Aunque las cifras y los motivos invitan a acostumbrarse, las muertes no naturales son gritos de ausencia calada en las almas que siguen manejando nuestros cuerpos. Estos organismos desconcertados nos obligan a preguntarnos por el motivo. Por muy claro que llegue a parecer, éste es irreal. Quien parte pilares de la vida rompe con ella en el cisma que le aleja de su propia humanidad.

Quienes no saben dialogar abren cabezas ajenas por no saber abrir sus miradas y manchan de sangre los ojos de su madre.  Si hablasen, si escuchasen sus voces en otras bocas clamando lo mismo al tiempo –ese cruel espejo recompuesto- usarían sus manos para disparar palmadas en la espalda a quienes ya les maltrata la vida. Si escuchasen el ruido del expirar y ensordecieran de pena, en vez de enfundarse guantes envenenados y romper sus tímpanos e inventar alguna causa, no se atreverían a matar como no se atreve el sol a morir.

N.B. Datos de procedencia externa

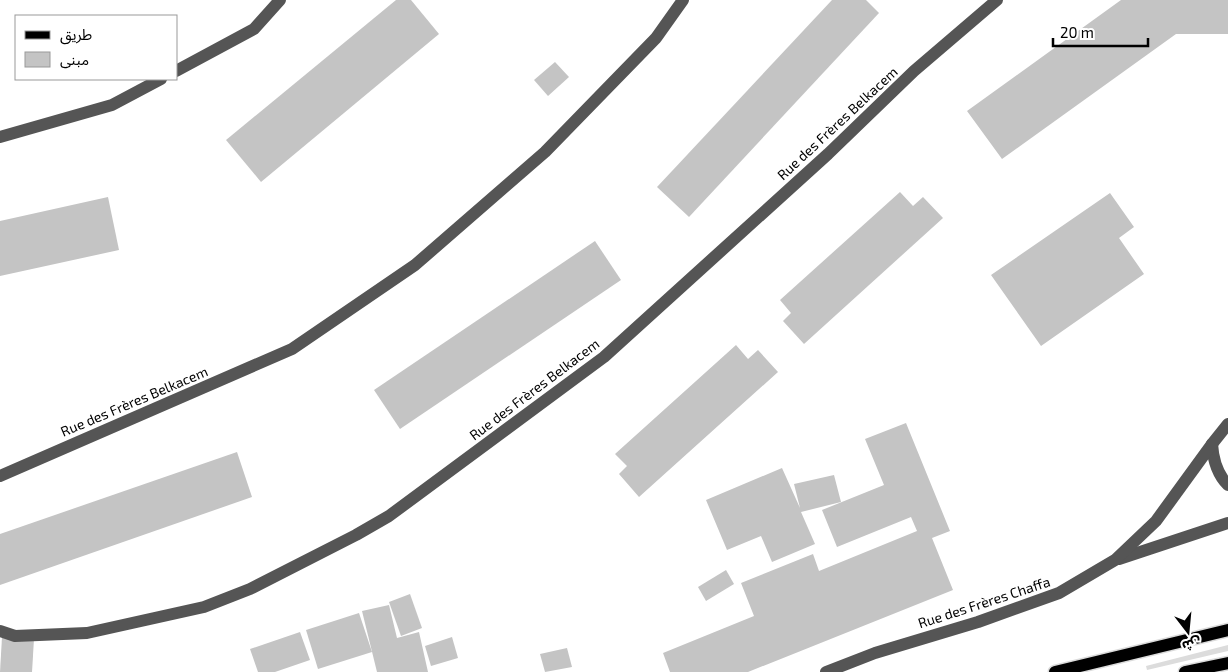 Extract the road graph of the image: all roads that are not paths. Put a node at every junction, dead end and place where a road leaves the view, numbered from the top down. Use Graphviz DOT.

Águilas caníbales surcan sus cielos dirigidas al averno cavado en el jardín donde jugaron sin pensar por qué la gente mata. ¿Qué enajenación les disfraza de tierra y les permite decidir quiénes la van a alimentar sin su permiso? Sus cuerpos repugnan y necesitan derrumbar otros cuerpos como quien no es capaz de apreciar el valor de la verdadera belleza, la única que no es relativa. Son personas que no saben ni sufrir porque quien sufre aprende de la fuerza innata que te obliga a no caer.

Si somos animales racionales creadores de los dioses que nos separan, de la raza tonta que nos divide y del dinero afilado, cuyo brillo nos impide ver nuestra propia mirada. Si nos conformamos con insultarnos, robarnos y mentirnos ¿por qué la gente mata?

Antonio Maldonado Muñoz.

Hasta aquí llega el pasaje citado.